After about 2 hours I arrive at the new town of Shuzhuang. The regulation promenade and park lines one bank and behind it, partly finished skyscrapers look out over the remnants of the village it’s replacing on the other. It’s pleasant enough and I stop for lunch, undisturbed by a populace not yet moved in. The nascent city soon ends, but the countryside never quite returns. Another 30 minutes and the canal widens as it meets the Shangdong river, the water spread out behind the sluices that control the level. Shortly after, there is a half abandoned village. Its square sitting quietly beside the water. Trees shade broken concrete seats and weeds push up between the stones.
To the north the high rise homes of Shazhuang are visible and south lie the towers of Beichen. This place, I think, just 30 years ago, would have been new and desirable with its fine views over the canal. Old men would have sat playing cards, or couples danced between the trees. 100 meters further on there is an exercise park, I’m surprised at the bright blue and yellow equipment among the brushwood, broken bricks and rusted reinforcing rods. Its newness suggests the village demise was recent and sudden.

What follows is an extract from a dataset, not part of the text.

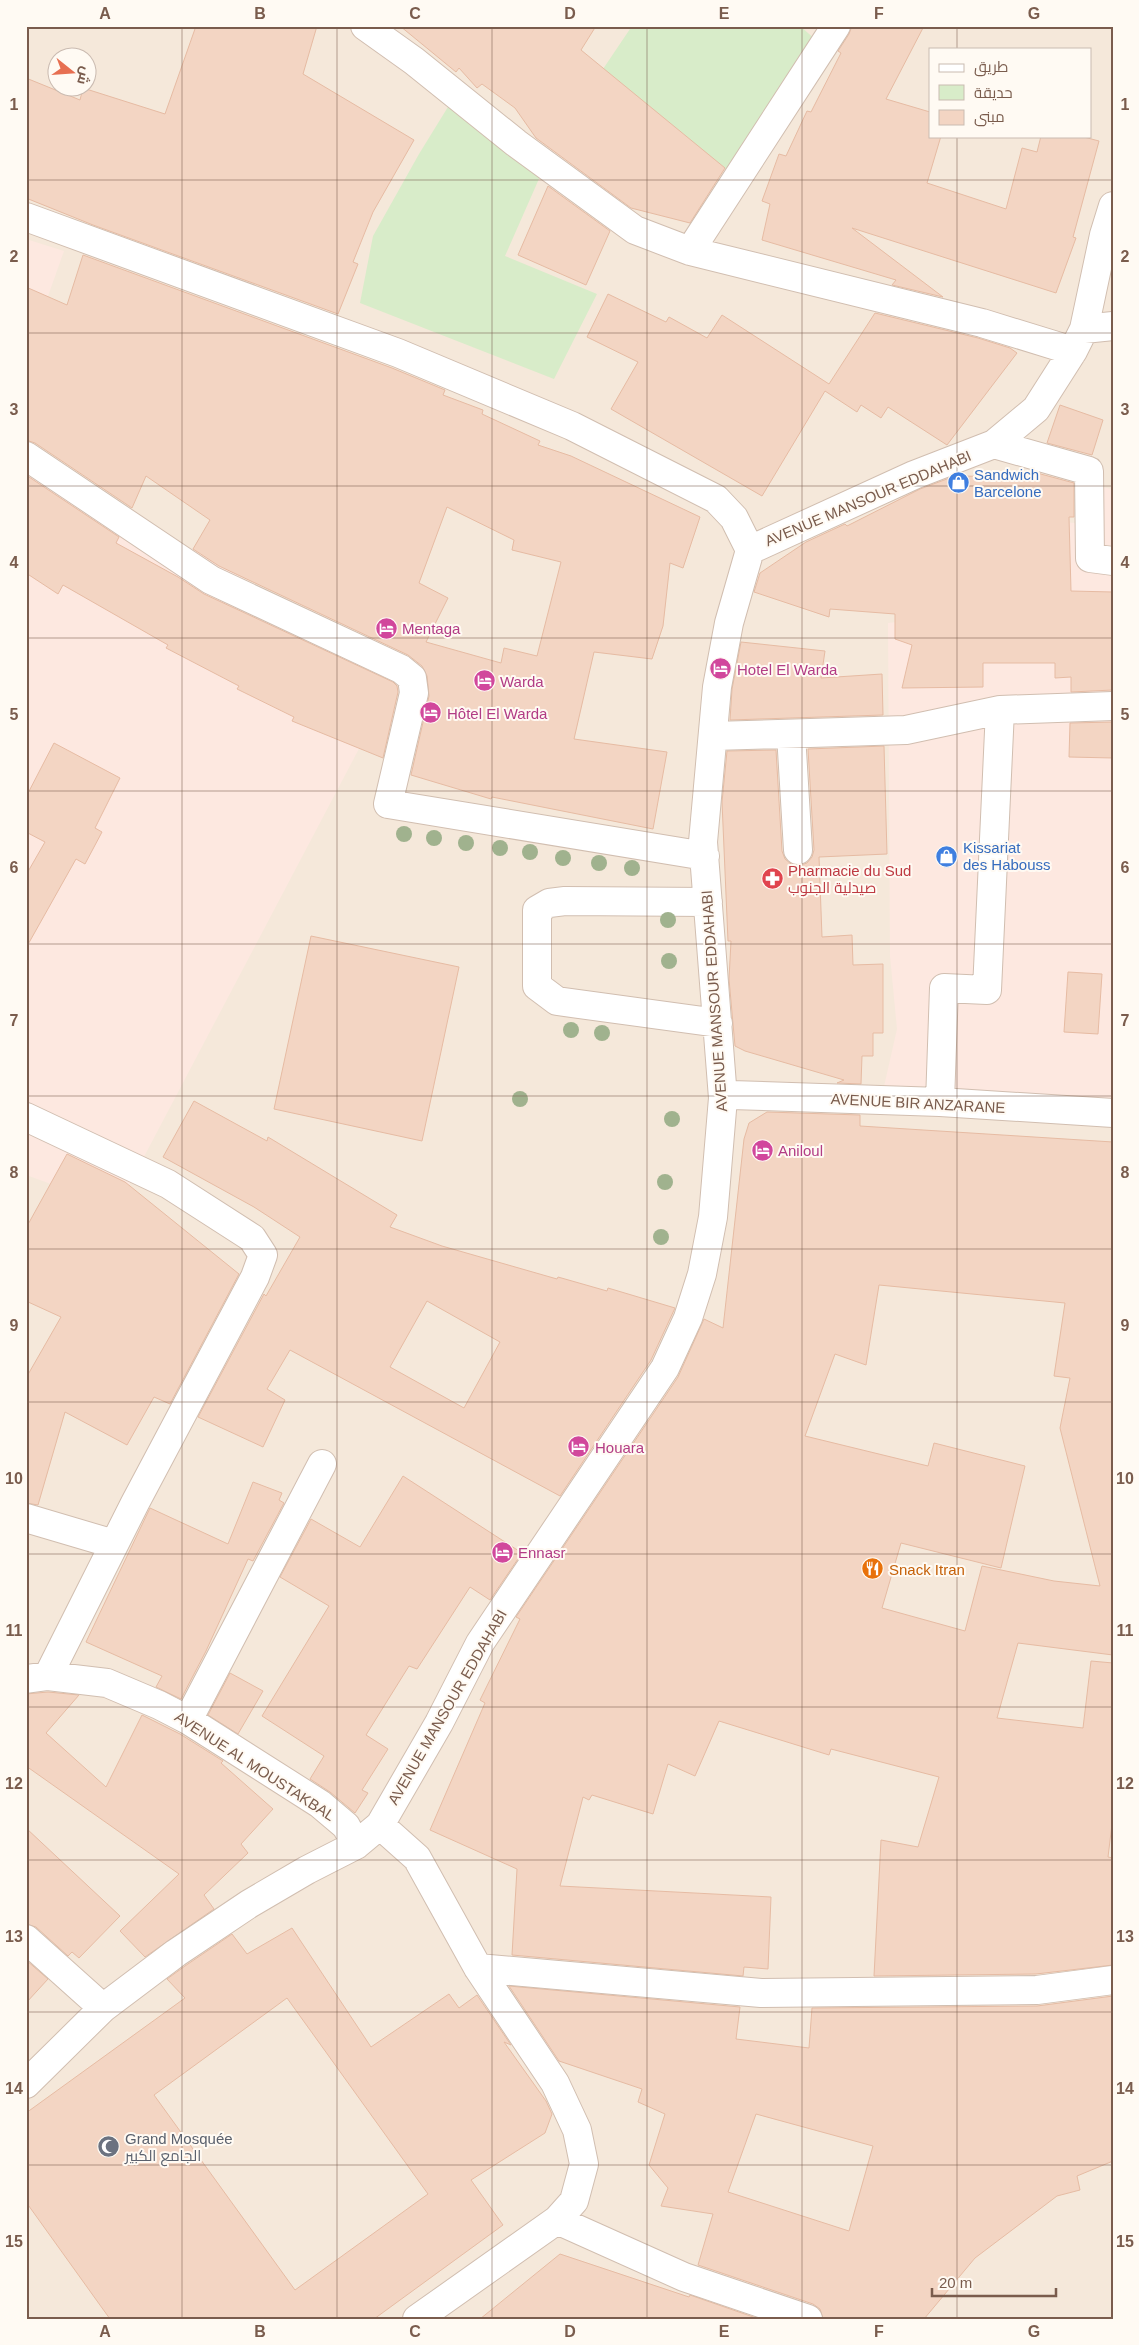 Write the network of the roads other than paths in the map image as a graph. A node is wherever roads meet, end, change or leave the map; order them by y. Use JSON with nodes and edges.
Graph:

Fishing is popular between here and Beichen. Anglers perch on little piers jutting out from the bank. It turns into the customary park once more after the city ring road. On the map the formal strip of staid greenery chaperones the canal from one city edge to the other. But the path is blocked by construction and I have to turn back and find a route through its bustling center. Beichen is not a novice to rebuilding. Glossy shopping malls and tower blocks, a once modern-art clocktower and the jumble of single story homes, betray the decades of construction waves, like the rings of a tree.
The city edges blur into the outskirts of Tianjin and the canal ends suddenly as it joins the Tzu-ya and Xinkai rivers.
As the canal ends a concrete Junk provides an impressive forground to the Tianjin eye. Immediately there are throngs of people crowding the pathway. In the bright sun the waterfront is impressive. a succession of stylish bridges and innovative buildings line the sides, clean and bright after the hours of unfinished broken or declining landscapes. I pass anglers, a team of swimmers, hordes of cyclists and a shower of brides.
I’d set out imagining myself like a latterday Livingston discovering a forgotten and abused relic of ancient history. I had imagined the canal would be like the neglected canals of England; weed choked and dry. The lining clays cracked and porous and the beds filled and built upon Where there is water I thought it would be stagnant and foul, full of shopping trolleys and abandoned pushbikes, poisoned by factory waste. But the northern canal is far from like this. There are patches polluted and stinking, places incarcerated within concrete walls and dams. There are long sections pimped with pretty promenades. But a large part, most of it, exists much as it ever has. Twisting silently across the fields and alongside remote villages where the people pass their lives mostly heedless of its presence.
The canal too seems impassive to the modern world, sitting there, its still waters unperturbed by the changes around it, or the rubbish and the run off dumped into it. At first, I was dismayed, but as I travelled along its length, saw the rise and fall of cities, the growth and harvest of crops, the signs of lives cut short, I realized that this time is almost nothing in the millennial existence of the canal. Unlike the narrow counterparts of the UK, the Northern Canal is too big to fail, to vast to poison or to drain, too long to spoil with decorative parks or blight with construction. It only has to wait and whatever fate becomes, it will pass.